• **STORED DATA**

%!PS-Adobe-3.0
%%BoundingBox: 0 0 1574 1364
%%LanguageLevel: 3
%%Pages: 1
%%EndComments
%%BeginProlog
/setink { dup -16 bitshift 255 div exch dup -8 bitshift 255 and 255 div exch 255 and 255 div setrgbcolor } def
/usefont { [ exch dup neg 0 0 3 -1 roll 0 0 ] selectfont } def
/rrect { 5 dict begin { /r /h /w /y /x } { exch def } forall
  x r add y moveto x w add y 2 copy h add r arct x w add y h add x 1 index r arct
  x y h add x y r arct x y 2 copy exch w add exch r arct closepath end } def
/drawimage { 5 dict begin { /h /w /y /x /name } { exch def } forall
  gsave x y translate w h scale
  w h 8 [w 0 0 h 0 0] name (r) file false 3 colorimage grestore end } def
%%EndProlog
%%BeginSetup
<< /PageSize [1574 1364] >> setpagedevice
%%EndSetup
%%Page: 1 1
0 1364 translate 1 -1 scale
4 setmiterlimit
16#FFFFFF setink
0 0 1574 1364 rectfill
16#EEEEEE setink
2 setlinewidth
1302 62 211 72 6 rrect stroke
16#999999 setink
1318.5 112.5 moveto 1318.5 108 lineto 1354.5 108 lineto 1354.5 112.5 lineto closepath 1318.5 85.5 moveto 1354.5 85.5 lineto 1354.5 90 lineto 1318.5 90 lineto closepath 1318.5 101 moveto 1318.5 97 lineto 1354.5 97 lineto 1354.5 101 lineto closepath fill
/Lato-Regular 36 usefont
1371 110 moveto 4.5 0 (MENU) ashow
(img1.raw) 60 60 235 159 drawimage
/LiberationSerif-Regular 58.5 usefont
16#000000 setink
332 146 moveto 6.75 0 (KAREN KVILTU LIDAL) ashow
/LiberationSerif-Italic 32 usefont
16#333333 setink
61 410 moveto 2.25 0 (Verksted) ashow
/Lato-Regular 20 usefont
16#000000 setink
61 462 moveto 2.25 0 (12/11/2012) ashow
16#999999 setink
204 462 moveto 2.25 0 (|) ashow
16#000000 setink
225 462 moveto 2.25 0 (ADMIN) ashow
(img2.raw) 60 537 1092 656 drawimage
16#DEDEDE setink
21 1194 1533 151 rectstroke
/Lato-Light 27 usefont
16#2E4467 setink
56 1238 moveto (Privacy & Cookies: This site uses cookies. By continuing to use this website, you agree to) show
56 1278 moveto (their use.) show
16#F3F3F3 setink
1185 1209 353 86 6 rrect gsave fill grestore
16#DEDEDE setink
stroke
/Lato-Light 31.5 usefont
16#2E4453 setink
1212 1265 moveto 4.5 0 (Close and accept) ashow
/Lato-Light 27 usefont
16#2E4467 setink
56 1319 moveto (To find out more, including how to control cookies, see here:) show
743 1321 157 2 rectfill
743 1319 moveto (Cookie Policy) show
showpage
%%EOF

---

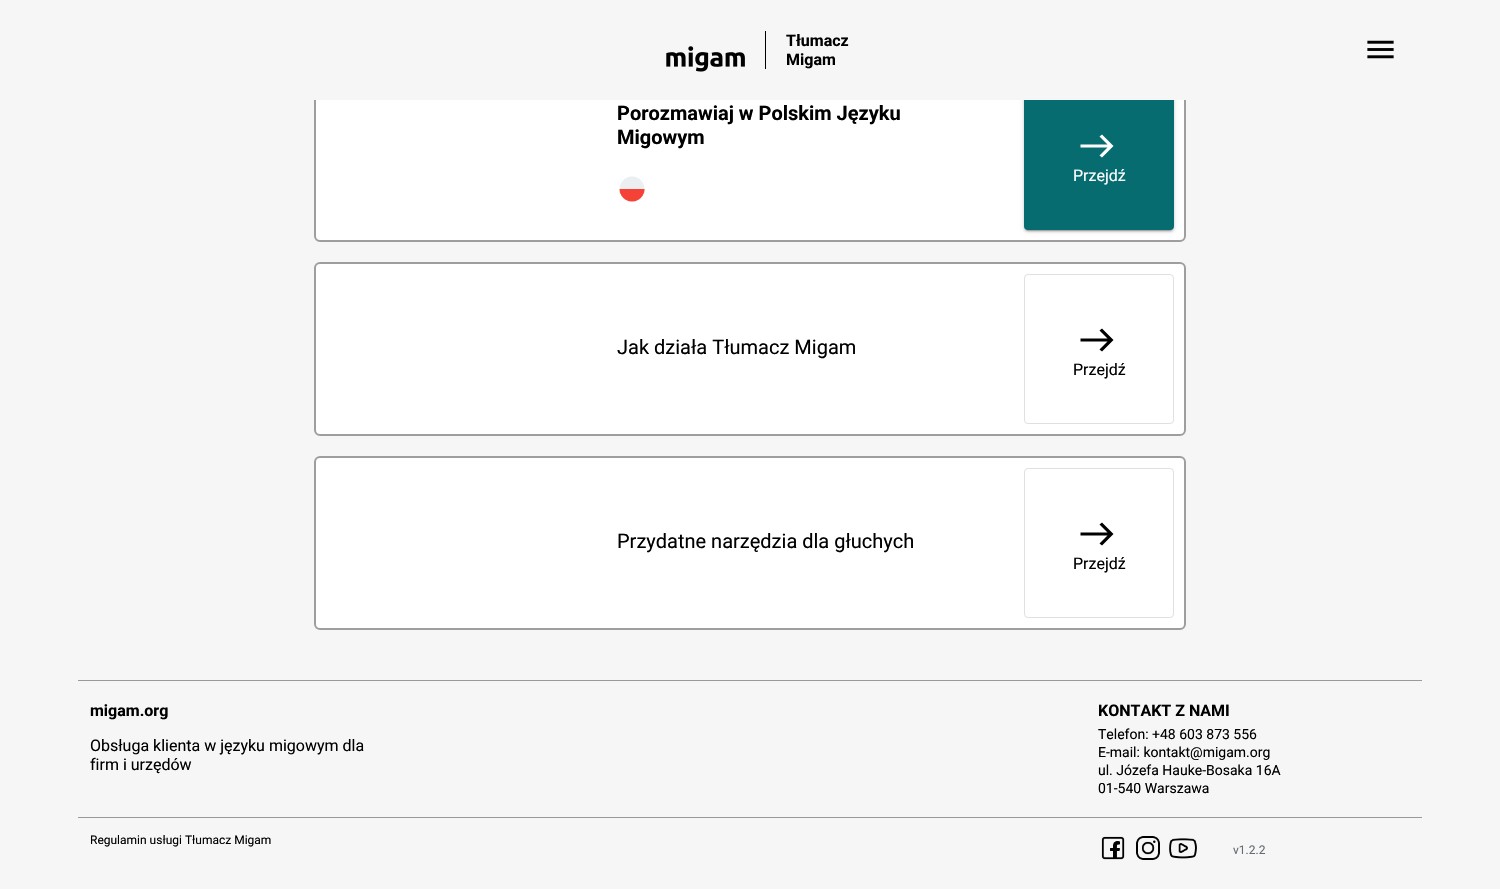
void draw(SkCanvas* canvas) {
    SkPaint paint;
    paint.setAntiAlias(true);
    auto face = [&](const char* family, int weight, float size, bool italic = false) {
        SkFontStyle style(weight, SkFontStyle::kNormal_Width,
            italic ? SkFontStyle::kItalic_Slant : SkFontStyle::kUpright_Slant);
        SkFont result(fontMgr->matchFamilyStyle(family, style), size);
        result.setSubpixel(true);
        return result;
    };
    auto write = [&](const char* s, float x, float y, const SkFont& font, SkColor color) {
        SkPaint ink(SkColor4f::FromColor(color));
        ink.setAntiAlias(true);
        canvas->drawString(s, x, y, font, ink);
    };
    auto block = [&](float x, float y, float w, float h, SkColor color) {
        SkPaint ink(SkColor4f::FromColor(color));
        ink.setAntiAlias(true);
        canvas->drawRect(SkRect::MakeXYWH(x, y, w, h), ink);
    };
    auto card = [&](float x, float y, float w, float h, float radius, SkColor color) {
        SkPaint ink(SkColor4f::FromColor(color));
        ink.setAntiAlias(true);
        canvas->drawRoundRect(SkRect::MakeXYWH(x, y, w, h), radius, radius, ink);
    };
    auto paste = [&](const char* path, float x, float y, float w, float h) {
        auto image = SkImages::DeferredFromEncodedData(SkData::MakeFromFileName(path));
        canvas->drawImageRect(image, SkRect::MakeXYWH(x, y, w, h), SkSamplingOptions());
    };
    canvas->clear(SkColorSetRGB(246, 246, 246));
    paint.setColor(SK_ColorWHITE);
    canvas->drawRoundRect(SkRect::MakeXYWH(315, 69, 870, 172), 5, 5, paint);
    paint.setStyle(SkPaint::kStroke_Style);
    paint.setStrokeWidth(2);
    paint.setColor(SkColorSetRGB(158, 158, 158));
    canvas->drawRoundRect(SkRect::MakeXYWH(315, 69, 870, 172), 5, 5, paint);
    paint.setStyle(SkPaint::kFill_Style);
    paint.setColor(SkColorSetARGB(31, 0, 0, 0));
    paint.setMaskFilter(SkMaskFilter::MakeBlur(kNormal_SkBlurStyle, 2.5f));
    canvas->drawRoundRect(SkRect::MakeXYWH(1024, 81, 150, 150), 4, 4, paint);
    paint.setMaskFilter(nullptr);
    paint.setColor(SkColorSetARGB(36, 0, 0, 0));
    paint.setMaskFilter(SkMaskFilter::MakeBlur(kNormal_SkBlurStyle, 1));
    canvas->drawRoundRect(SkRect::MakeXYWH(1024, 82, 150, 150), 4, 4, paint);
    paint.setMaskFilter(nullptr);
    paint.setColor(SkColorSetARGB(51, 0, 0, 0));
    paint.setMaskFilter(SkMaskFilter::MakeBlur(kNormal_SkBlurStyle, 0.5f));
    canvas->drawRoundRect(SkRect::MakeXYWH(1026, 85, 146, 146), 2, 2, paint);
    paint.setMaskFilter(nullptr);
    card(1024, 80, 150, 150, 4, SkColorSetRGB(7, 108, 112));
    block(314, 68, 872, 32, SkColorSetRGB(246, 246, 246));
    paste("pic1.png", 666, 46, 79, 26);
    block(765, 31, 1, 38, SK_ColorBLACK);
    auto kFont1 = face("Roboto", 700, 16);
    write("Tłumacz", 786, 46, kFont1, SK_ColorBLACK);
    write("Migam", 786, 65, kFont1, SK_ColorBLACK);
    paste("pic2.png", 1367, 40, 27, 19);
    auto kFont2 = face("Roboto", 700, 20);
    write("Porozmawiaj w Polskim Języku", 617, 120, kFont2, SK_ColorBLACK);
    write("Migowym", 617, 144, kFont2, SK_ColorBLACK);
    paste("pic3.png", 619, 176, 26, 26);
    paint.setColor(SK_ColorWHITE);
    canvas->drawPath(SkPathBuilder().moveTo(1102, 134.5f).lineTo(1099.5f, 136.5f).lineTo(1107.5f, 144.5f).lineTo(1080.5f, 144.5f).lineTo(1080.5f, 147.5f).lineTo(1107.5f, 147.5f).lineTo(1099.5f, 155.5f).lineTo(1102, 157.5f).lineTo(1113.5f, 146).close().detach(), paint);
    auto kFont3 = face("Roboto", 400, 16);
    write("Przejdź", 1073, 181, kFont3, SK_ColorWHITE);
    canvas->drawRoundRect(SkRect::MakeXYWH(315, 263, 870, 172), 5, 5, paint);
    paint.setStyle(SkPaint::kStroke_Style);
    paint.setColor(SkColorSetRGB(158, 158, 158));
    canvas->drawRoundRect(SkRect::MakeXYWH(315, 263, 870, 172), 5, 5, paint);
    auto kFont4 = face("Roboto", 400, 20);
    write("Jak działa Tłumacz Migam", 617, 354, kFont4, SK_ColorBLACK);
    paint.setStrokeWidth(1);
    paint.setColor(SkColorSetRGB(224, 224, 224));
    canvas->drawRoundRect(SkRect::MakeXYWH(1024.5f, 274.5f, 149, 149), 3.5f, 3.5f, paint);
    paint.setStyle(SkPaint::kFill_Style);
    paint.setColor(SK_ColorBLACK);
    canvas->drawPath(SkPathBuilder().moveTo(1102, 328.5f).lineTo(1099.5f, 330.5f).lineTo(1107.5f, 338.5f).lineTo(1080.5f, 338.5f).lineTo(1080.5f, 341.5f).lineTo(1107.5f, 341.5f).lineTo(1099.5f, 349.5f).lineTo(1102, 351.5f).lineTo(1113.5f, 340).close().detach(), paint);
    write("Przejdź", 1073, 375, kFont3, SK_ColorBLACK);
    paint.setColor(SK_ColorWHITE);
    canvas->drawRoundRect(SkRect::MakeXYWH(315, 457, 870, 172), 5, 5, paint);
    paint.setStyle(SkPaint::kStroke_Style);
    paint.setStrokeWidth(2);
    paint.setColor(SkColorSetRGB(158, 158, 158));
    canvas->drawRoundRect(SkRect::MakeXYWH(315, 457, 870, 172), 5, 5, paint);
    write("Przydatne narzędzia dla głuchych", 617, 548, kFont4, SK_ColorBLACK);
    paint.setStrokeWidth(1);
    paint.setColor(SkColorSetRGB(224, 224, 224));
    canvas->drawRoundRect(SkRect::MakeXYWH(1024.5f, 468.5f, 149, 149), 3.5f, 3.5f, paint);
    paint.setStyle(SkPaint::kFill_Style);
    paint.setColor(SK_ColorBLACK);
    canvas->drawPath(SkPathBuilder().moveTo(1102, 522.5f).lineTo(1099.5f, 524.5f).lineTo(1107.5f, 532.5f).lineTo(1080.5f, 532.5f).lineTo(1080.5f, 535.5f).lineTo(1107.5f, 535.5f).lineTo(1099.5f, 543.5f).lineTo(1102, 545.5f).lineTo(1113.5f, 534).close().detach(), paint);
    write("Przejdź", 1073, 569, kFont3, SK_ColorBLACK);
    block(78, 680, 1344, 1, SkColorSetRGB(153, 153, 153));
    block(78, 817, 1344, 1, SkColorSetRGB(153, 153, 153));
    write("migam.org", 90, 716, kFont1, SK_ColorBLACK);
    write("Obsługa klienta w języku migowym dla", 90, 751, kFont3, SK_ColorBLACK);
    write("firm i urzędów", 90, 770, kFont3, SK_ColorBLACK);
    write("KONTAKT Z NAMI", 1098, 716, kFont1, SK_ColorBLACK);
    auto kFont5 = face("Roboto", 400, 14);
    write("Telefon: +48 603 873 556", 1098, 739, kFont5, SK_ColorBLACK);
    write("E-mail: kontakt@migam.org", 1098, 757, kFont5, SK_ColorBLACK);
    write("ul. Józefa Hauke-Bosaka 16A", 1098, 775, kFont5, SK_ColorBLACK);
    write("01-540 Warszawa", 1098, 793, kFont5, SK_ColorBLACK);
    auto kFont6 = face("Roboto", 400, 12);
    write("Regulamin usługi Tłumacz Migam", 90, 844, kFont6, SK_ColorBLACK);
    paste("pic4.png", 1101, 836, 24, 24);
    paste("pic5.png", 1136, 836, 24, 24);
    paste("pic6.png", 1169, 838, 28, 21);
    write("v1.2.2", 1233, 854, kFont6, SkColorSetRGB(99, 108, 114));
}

• **WHAT IS BEING ASKED**
What you give back should be exactly the lines of the data above from the line with "x y h add x" through the line with "4 setmiterlimit", both of those included, and nothing more.

• **RESULT**
  x y h add x y r arct x y 2 copy exch w add exch r arct closepath end } def
/drawimage { 5 dict begin { /h /w /y /x /name } { exch def } forall
  gsave x y translate w h scale
  w h 8 [w 0 0 h 0 0] name (r) file false 3 colorimage grestore end } def
%%EndProlog
%%BeginSetup
<< /PageSize [1574 1364] >> setpagedevice
%%EndSetup
%%Page: 1 1
0 1364 translate 1 -1 scale
4 setmiterlimit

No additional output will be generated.